### WHAT IS EXPECTED:
Your answer should be the exact lines of the data below from the one containing "index pip: (896, 733)" through the one containing "thumb ip: (1042, 929)"; please include nothing else.

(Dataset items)
BEGIN
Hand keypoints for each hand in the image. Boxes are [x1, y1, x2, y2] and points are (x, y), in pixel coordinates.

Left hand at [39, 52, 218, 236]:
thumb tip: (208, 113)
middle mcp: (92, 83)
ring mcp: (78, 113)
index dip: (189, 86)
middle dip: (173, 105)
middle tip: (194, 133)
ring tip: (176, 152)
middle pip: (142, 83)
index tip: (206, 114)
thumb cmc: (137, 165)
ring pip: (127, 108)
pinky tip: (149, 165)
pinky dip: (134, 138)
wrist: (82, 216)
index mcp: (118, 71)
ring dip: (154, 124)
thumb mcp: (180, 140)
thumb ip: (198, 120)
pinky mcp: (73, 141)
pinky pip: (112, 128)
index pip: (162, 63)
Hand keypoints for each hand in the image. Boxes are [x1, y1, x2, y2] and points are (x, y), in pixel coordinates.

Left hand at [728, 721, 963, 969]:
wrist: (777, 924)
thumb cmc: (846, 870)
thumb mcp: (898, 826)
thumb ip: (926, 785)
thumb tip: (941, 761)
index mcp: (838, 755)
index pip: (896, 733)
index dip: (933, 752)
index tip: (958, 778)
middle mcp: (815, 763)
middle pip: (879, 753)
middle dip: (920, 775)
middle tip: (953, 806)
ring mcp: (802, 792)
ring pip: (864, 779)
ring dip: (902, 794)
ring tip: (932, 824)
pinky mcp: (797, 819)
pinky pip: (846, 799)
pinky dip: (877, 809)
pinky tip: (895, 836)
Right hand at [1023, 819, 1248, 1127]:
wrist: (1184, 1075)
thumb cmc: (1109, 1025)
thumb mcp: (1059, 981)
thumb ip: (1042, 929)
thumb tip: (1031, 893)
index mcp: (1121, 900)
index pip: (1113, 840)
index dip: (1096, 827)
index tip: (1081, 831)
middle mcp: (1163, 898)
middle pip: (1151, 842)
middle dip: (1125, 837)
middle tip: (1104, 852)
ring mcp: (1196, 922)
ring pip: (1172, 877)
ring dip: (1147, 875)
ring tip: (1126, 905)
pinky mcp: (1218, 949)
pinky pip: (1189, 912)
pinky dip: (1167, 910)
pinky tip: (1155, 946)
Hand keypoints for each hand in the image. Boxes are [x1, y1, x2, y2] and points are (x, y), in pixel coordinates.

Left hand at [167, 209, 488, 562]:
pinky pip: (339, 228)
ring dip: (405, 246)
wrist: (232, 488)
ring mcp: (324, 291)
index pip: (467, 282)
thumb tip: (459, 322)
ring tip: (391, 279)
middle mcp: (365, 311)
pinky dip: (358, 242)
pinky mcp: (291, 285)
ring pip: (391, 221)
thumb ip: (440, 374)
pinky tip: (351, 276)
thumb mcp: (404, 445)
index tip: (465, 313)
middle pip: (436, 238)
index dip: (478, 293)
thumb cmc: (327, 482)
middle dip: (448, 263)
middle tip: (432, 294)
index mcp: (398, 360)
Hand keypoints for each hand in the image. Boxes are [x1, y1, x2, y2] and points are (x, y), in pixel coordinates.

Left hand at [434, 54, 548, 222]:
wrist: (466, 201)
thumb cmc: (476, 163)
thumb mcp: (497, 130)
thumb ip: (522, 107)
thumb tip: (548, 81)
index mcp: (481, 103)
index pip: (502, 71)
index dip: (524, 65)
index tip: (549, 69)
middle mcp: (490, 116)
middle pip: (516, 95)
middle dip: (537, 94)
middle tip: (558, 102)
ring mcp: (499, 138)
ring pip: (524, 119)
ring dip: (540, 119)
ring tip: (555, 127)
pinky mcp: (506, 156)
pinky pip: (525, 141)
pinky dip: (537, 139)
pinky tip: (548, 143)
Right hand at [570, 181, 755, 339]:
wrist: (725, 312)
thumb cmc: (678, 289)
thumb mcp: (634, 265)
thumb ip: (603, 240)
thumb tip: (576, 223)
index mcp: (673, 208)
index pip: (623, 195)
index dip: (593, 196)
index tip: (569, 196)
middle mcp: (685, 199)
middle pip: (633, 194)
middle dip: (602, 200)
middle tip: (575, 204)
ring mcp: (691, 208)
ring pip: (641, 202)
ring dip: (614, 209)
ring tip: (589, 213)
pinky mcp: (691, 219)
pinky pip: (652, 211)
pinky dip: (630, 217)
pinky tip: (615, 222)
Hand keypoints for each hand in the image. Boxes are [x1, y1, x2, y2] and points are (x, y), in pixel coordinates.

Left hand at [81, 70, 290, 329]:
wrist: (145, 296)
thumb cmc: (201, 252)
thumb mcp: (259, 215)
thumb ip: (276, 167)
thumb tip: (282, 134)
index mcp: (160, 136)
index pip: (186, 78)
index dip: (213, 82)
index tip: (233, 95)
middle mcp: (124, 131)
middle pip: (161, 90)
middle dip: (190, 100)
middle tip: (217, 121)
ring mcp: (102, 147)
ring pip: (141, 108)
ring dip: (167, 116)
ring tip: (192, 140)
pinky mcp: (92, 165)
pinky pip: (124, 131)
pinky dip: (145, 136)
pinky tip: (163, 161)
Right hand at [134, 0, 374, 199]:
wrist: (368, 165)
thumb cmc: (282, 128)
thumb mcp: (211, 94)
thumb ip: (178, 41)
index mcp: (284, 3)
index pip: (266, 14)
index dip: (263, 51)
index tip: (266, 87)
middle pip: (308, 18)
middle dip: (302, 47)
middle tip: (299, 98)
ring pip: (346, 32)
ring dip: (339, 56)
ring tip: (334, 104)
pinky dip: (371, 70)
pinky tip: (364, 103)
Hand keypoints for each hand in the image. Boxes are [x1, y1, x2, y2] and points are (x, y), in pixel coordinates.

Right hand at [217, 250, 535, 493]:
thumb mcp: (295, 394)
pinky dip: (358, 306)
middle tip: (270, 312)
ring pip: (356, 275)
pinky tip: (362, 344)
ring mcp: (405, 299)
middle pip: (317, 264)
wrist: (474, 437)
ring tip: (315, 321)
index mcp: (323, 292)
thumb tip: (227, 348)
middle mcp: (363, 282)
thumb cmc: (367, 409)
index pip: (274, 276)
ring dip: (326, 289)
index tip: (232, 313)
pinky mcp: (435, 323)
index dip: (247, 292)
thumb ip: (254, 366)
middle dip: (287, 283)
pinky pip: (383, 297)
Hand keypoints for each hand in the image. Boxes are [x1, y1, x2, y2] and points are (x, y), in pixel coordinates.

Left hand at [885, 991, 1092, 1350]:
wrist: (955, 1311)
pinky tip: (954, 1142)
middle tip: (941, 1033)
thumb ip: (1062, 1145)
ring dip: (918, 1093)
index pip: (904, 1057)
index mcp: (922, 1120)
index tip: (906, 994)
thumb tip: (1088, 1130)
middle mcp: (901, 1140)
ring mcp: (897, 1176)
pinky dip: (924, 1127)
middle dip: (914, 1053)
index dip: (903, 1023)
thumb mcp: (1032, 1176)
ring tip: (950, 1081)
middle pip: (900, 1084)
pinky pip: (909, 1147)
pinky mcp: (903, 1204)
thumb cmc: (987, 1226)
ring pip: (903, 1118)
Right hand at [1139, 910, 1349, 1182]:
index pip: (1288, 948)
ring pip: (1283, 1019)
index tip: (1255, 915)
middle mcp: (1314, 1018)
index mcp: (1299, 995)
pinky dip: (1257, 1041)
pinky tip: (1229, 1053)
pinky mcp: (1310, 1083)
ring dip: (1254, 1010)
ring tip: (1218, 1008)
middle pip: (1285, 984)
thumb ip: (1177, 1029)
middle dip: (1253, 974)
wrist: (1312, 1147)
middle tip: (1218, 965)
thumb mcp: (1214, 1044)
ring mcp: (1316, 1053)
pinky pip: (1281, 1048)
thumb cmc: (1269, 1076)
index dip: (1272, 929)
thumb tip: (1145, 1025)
END
### WRITTEN SOLUTION:
index pip: (896, 733)
index dip: (933, 752)
index tip: (958, 778)
middle mcp: (815, 763)
middle pip: (879, 753)
middle dip: (920, 775)
middle tip: (953, 806)
ring mcp: (802, 792)
ring pip: (864, 779)
ring dip: (902, 794)
ring tip: (932, 824)
pinky mcp: (797, 819)
pinky pip: (846, 799)
pinky dip: (877, 809)
pinky tip: (895, 836)
Right hand at [1023, 819, 1248, 1127]:
wrist: (1184, 1075)
thumb cmc: (1109, 1025)
thumb mcp: (1059, 981)
thumb ip: (1042, 929)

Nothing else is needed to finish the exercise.